5. Practicing gratitude: Have your kids touch their toes and say one thing that they are grateful for (a good friend, having art class that day, eating their favorite meal at lunch). This is an easy way to combine stretching (which feels good) with positive affirmations. Sometimes, it’s hard to remember what’s going well, and kids especially can turn one displeasing experience into a tower of negativity. This simple exercise helps them get back on track.

6. Focusing: Ring a bell, and tell your child to listen until she no longer can hear anything. “This teaches kids to really focus and just be aware of the sound,” says Cassell. With so much going on – screen time, constant chatter, lots of after-school activities – it can be hard for kids to focus on one thing and tune everything else out. This exercise helps kids do just that.

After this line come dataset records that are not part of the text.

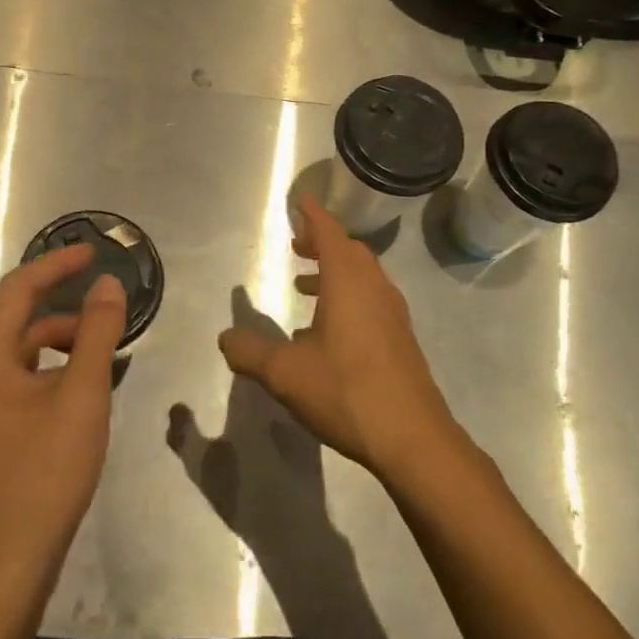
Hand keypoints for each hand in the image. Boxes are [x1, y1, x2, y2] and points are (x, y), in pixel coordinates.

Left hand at [0, 245, 125, 614]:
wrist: (4, 563)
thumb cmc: (43, 472)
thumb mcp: (82, 395)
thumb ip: (96, 333)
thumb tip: (107, 282)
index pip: (18, 288)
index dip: (56, 264)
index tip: (92, 251)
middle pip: (11, 312)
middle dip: (52, 293)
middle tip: (93, 284)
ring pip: (17, 347)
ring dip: (55, 332)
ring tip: (98, 338)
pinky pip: (20, 374)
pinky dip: (50, 364)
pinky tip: (80, 381)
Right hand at [218, 195, 458, 480]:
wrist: (413, 437)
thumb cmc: (346, 392)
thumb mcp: (286, 373)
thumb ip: (251, 352)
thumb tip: (225, 338)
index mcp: (348, 283)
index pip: (330, 234)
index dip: (314, 215)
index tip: (301, 200)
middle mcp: (375, 289)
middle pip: (350, 251)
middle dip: (323, 242)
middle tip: (298, 244)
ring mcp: (393, 314)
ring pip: (364, 276)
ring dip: (335, 271)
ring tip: (304, 286)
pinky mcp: (401, 339)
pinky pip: (372, 300)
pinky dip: (348, 296)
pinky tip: (328, 331)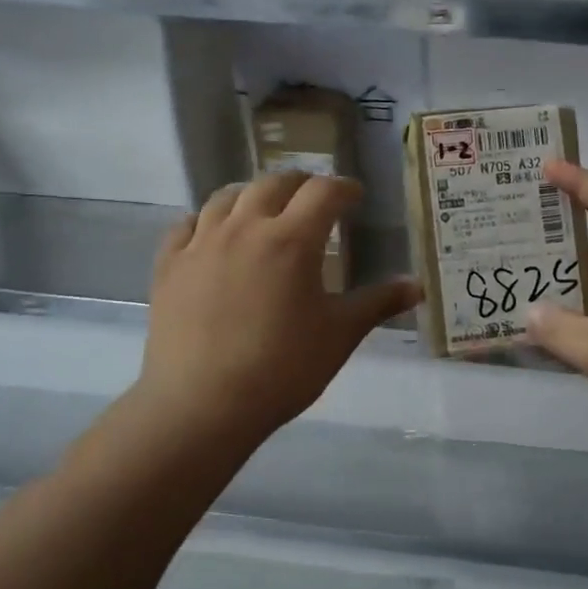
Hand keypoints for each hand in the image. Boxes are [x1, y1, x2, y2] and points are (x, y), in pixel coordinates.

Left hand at [132, 173, 420, 447]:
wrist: (202, 405)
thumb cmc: (282, 368)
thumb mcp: (340, 335)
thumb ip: (378, 303)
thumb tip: (418, 286)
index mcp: (291, 239)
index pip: (324, 192)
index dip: (344, 188)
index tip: (355, 196)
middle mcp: (245, 228)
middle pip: (274, 183)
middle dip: (301, 184)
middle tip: (315, 199)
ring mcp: (202, 243)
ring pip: (227, 196)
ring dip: (253, 194)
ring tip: (265, 208)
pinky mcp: (169, 265)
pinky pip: (187, 224)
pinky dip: (208, 219)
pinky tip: (215, 233)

7. Practicing progressive muscle relaxation: When kids are wound up, it can be tough to get them to relax, especially at bedtime. Here’s one way to do it: Once your child is in bed, have him squeeze and tense all his muscles -- clench his fists and slowly tense all the muscles in his arms and legs, even scrunching up his face, says Carolyn Aukafolau, a life coach. “Hold for a few seconds, then relax,” she explains. “Say a few times: ‘Tense, tense, tense, and … relax.’” she explains. This exercise helps drain excessive stress, anxiety, and nervous energy away, preparing your child for a good night’s sleep.

What are some ways your children incorporate mind-body exercises into their routine?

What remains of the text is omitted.